Space Goats and Paid Content

WoW Chronicles

Space Goats and Paid ContentLast Friday I managed to find a copy of the regularly back ordered…  World of Warcraft: Chronicles Volume 1.  One of the huge problems World of Warcraft has had to date is that a lot of the lore just feels somewhat tacked on.  I feel like much of the story was written during some late night unbridled “wouldn’t it be cool if” sessions, and there was a lot of hand waving going on from about Burning Crusade onward.  What the chronicles project is trying to do is to set in stone a true canon about the world, and how all of the interlinking pieces actually fit together.  I wholeheartedly support this notion… I just wish someone had the foresight to do it a decade ago, or at least when they decided to start really mixing things up with the first expansion.  I am sure there has been a penciled together napkin sketch of what the world was intended to look like, that at least partially exists in the minds still of the people working at Blizzard.  The problem is when something is not written down and set into print… it becomes too easy to erase a line here and graft on a new segment of lore there that really conflicts with something that came before.

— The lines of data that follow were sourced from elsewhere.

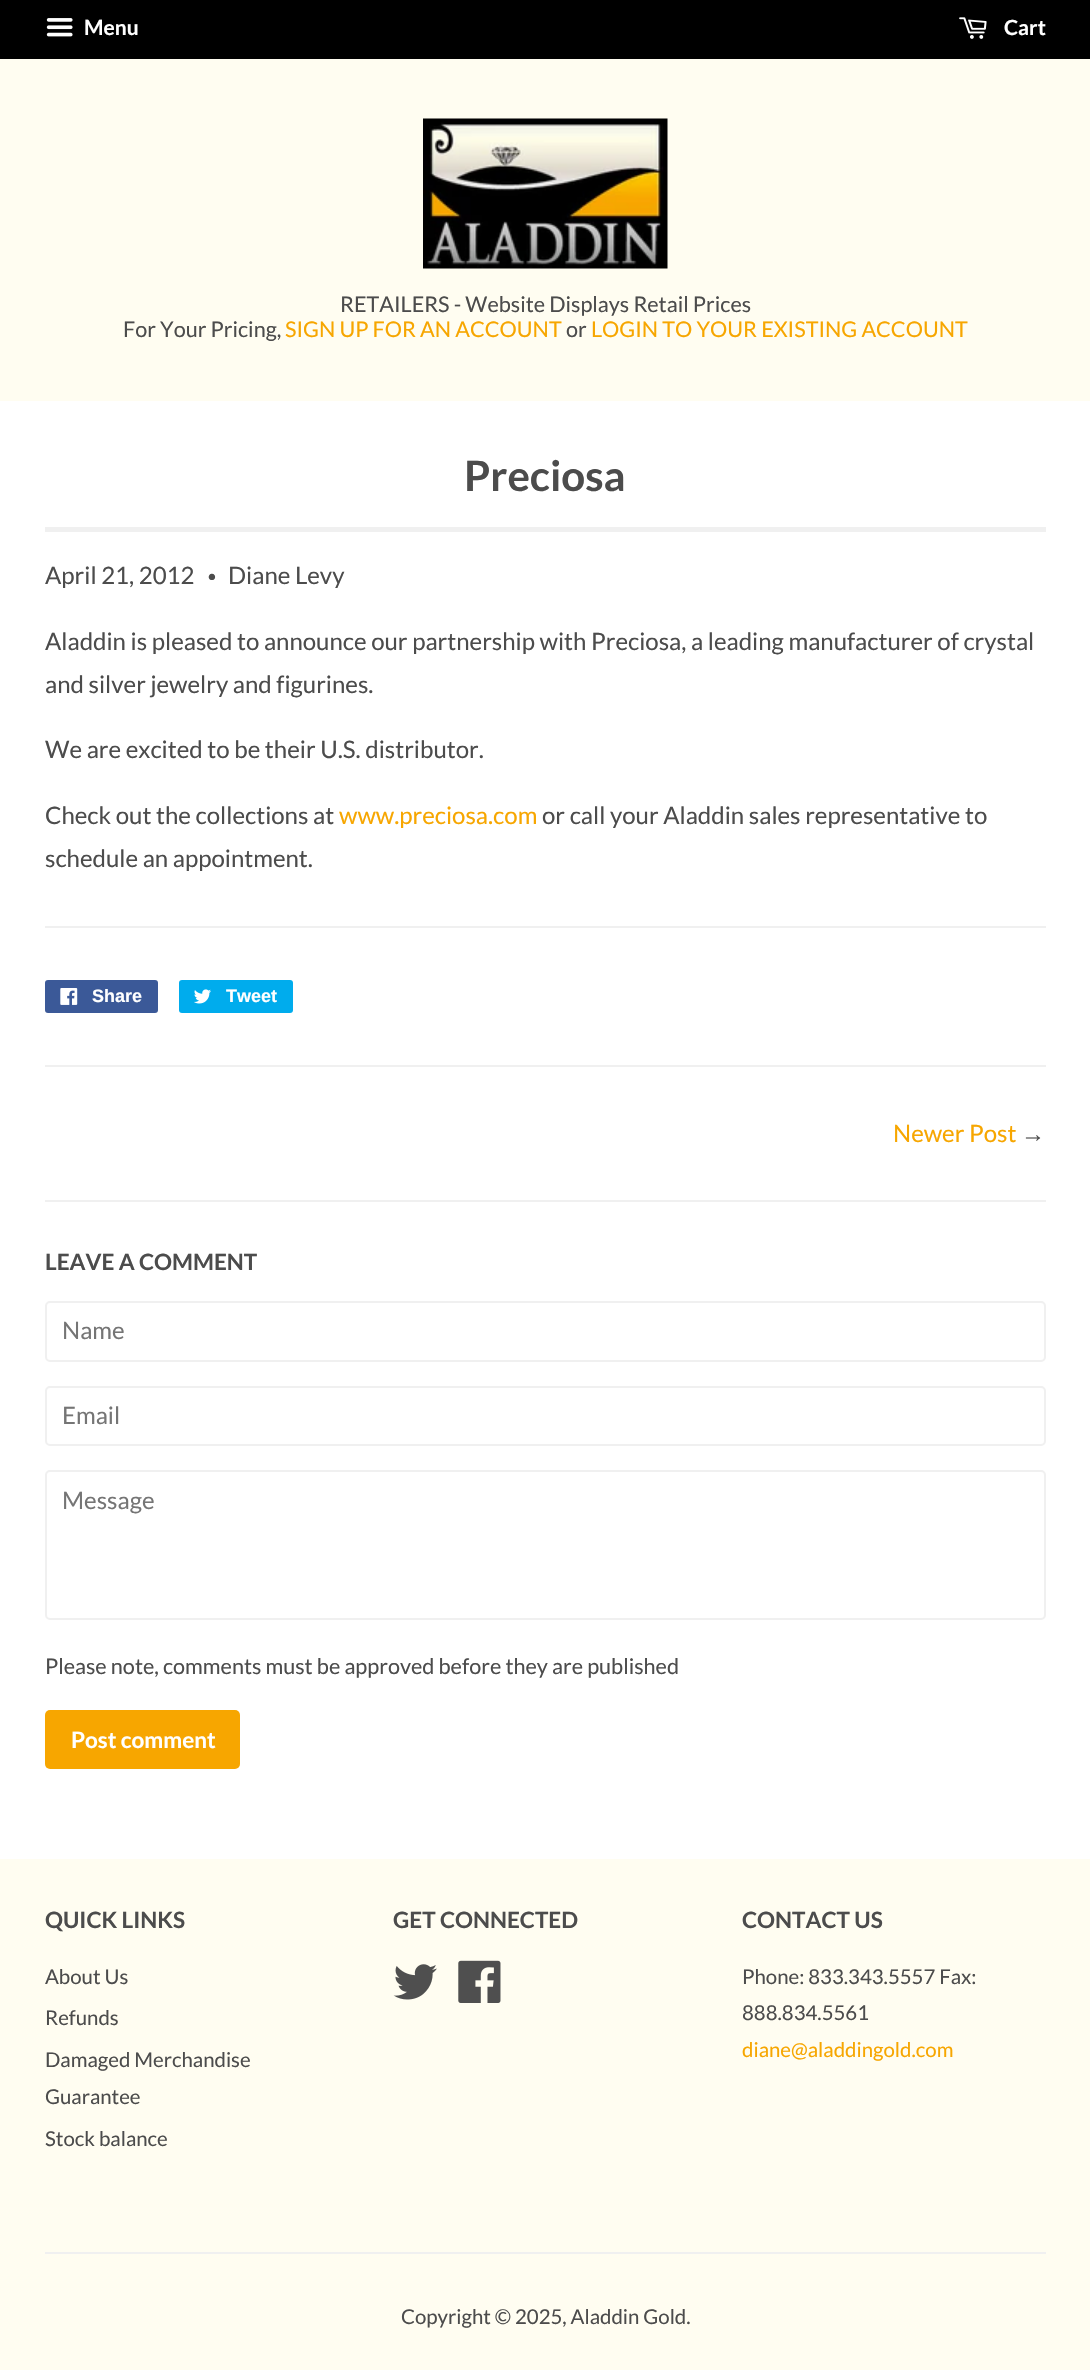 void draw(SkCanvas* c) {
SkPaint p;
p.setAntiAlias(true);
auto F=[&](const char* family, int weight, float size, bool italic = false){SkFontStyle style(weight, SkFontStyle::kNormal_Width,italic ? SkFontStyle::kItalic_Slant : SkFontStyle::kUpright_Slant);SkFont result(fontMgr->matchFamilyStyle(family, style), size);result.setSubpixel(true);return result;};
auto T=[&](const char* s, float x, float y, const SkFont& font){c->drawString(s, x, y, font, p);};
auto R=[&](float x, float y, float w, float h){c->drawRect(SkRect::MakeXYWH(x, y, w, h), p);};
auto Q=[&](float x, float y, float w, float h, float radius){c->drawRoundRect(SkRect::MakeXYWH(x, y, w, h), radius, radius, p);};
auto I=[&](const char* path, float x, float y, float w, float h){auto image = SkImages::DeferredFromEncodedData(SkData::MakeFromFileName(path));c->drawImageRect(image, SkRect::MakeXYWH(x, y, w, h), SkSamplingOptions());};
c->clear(0xffffffff);
p.setColor(0xff000000);
R(0,0,1090,59);
I("1.png",46,18,27,19);
auto f1 = F("Lato",700,21);
p.setColor(0xffffffff);
T("Menu",84,35,f1);
I("2.png",959,17,28,22);
T("Cart",1004,35,f1);
p.setColor(0xfffffdf1);
R(0,59,1090,342);
I("3.png",423,118,245,151);
auto f2 = F("Lato",400,21.6);
p.setColor(0xff4c4c4c);
T("RETAILERS - Website Displays Retail Prices",340,312,f2);
T("For Your Pricing,",123,337,f2);
p.setColor(0xfff7a600);
T("SIGN UP FOR AN ACCOUNT",285,337,f2);
p.setColor(0xff4c4c4c);
T("or",566,337,f2);
p.setColor(0xfff7a600);
T("LOGIN TO YOUR EXISTING ACCOUNT",591,337,f2);
p.setColor(0xfff0f0f0);
R(45,527,1001,5);
auto f3 = F("Lato",700,42);
p.setColor(0xff4c4c4c);
T("Preciosa",464,491,f3);
auto f4 = F("Lato",400,24);
T("April 21, 2012",45,584,f4);
auto f5 = F("Lato",400,17);
T("•",207,582,f5);
T("Diane Levy",228,584,f4);
T("Aladdin is pleased to announce our partnership with Preciosa, a leading manufacturer of crystal",45,650,f4);
T("and silver jewelry and figurines.",45,693,f4);
T("We are excited to be their U.S. distributor.",45,758,f4);
T("Check out the collections at",45,824,f4);
p.setColor(0xfff7a600);
T("www.preciosa.com",339,824,f4);
p.setColor(0xff4c4c4c);
T("or call your Aladdin sales representative to",542,824,f4);
T("schedule an appointment.",45,867,f4);
p.setColor(0xfff0f0f0);
R(45,926,1001,2);
p.setColor(0xff3b5998);
Q(45,980,113,33,3);
I("4.png",60,988,18,17);
auto f6 = F("Liberation Sans",700,18);
p.setColor(0xffffffff);
T("Share",92,1002,f6);
p.setColor(0xff00aced);
Q(179,980,114,33,3);
I("5.png",194,989,17,15);
p.setColor(0xffffffff);
T("Tweet",226,1002,f6);
p.setColor(0xfff0f0f0);
R(45,1065,1001,2);
p.setColor(0xfff7a600);
T("Newer Post",893,1142,f4);
auto f7 = F("Liberation Sans",400,24);
p.setColor(0xff4c4c4c);
T("→",1021,1142,f7);
p.setColor(0xfff0f0f0);
R(45,1200,1001,2);
auto f8 = F("Lato",700,22.5);
p.setColor(0xff4c4c4c);
T("LEAVE A COMMENT",45,1270,f8);
p.setStroke(true);
p.setStrokeWidth(2);
p.setColor(0xfff0f0f0);
c->drawRoundRect(SkRect::MakeXYWH(46,1302,999,59),4,4,p);
p.setStroke(false);
p.setColor(0xff757575);
T("Name",62,1339,f4);
p.setStroke(true);
p.setColor(0xfff0f0f0);
c->drawRoundRect(SkRect::MakeXYWH(46,1387,999,58),4,4,p);
p.setStroke(false);
p.setColor(0xff757575);
T("Email",62,1424,f4);
p.setStroke(true);
p.setColor(0xfff0f0f0);
c->drawRoundRect(SkRect::MakeXYWH(46,1471,999,148),4,4,p);
p.setStroke(false);
p.setColor(0xff757575);
T("Message",62,1509,f4);
p.setColor(0xff4c4c4c);
T("Please note, comments must be approved before they are published",45,1674,f2);
p.setColor(0xfff7a600);
Q(45,1710,195,59,5);
p.setColor(0xffffffff);
T("Post comment",71,1748,f8);
p.setColor(0xfffffdf1);
R(0,1859,1090,511);
p.setColor(0xff4c4c4c);
T("QUICK LINKS",45,1928,f8);
auto f9 = F("Lato",400,20.4);
T("About Us",45,1984,f9);
T("Refunds",45,2025,f9);
T("Damaged Merchandise",45,2067,f9);
T("Guarantee",45,2104,f9);
T("Stock balance",45,2146,f9);
T("GET CONNECTED",393,1928,f8);
I("6.png",393,1964,44,36);
I("7.png",458,1960,43,43);
T("CONTACT US",742,1928,f8);
T("Phone: 833.343.5557 Fax:",742,1984,f9);
T("888.834.5561",742,2020,f9);
p.setColor(0xfff7a600);
T("diane@aladdingold.com",742,2057,f9);
p.setColor(0xfff0f0f0);
R(45,2252,1001,2);
p.setColor(0xff4c4c4c);
T("Copyright © 2025, Aladdin Gold.",401,2324,f9);
}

What I am wondering is how much narrative cleanup are they committed to do to make this canon really a living document? While this project doesn’t exactly burn down what was in place before… it does invalidate a lot of things that happened and in other cases it simply explains things that already exist.  For example… the book indicates that the Spirit Healers that we have used for years are essentially a rogue faction of Val’kyr.  The book goes into depth about the relationship between the void lords, the titans, the old gods, and classifies things that lacked classification like the wild gods which now include the pantheon of August Celestials.  What I really hope to see is some of these lore fixes making their way into the game in either the form of new quests, or old quest revisions.  I will say that having some sort of concrete font of lore that they can keep going back to, makes me at least somewhat excited for the future of the game.  Lore has always been one of the big problems I had with World of Warcraft, and how confused and messy…. and downright incomplete it always seemed.  Hopefully we will start to see the fruits of this project with the coming expansion Legion… which even before this seemed like it was going to be a complete loregasm.

Paid Promotional Content

I am going to take the tail end of this mornings post to complain about something that has been bothering me.  Granted I know it will do absolutely zero good since it is quite obvious the forces in question are not even reading my blog.  For years I have gotten messages from various companies wanting to place paid content on my blog.  There is a practice that is frighteningly common that gets called by a bunch of names… but essentially marketers want to pay established blogs to place pre-written and pre-approved articles which serve as a sort of advertising for a product.  Essentially the practice makes me feel dirty inside that they are even targeting my blog… but most end up getting caught in the spam filter.  Here lately several have made it through on my About page, and I have taken to responding to them directly.  I realize I should just brush these off as the byproduct of having blogged for as long as I have, but it really sticks in my craw.

I get super excited about products, and games… and the other things that interest me in the world.  I’m a geek and a lot of geekdom is geeking out about something.  That said I want to make sure it is understood that when I get excited about something… it is because I am legitimately excited and that there is not some nefarious force behind the curtain pulling my strings.  Sure I would love to make money on my blog, or at least love to reach a point where it is self sustaining… the problem is every option to monetize means I am giving up some of my control.  For example if I were to install advertisements… I wouldn’t be able to curate WHICH advertisements I allowed onto the site, I would have to accept anything the ad network wanted to place there.  So the notion of “supporting” products that I don’t necessarily believe in, really bothers me.  As a result I have shunned pretty much all advertising, and while I freely accept alphas and betas to games… I only end up writing about the ones that really interest me.  I have friends in the gaming industry, and it is awesome…  but no one is paying me to like their product.

Basically what it all boils down to is that my opinion is not for sale.  None of the folks that have been approaching me will actually read these lines, but I still feel like it is important to say it loud and publicly.  Tales of the Aggronaut has been a work of love for going on seven years now, and while my opinions shift and change based on new data… they are still very much my opinions and not carefully scripted speaking points.  That said I will always be open to reviewing products if someone wants me to do so.  That said I will only write about the product when I feel like I have had enough time to see the entire picture, and when I have something interesting to say about it.  I also will never guarantee a positive review.  I am not really a ranty blogger, but I do talk about the points that disappoint me in games or products and that is likely to happen.  If someone finds this in a search later on…  hopefully they will actually read it before asking me to do something shifty like accepting payola for content.  I am extremely luck in that I have a day job that can support my blogging shenanigans, and that I don’t need to somehow turn this into a profit center.  I don’t begrudge those who are trying to monetize their content, but I can’t ever really condone shillery.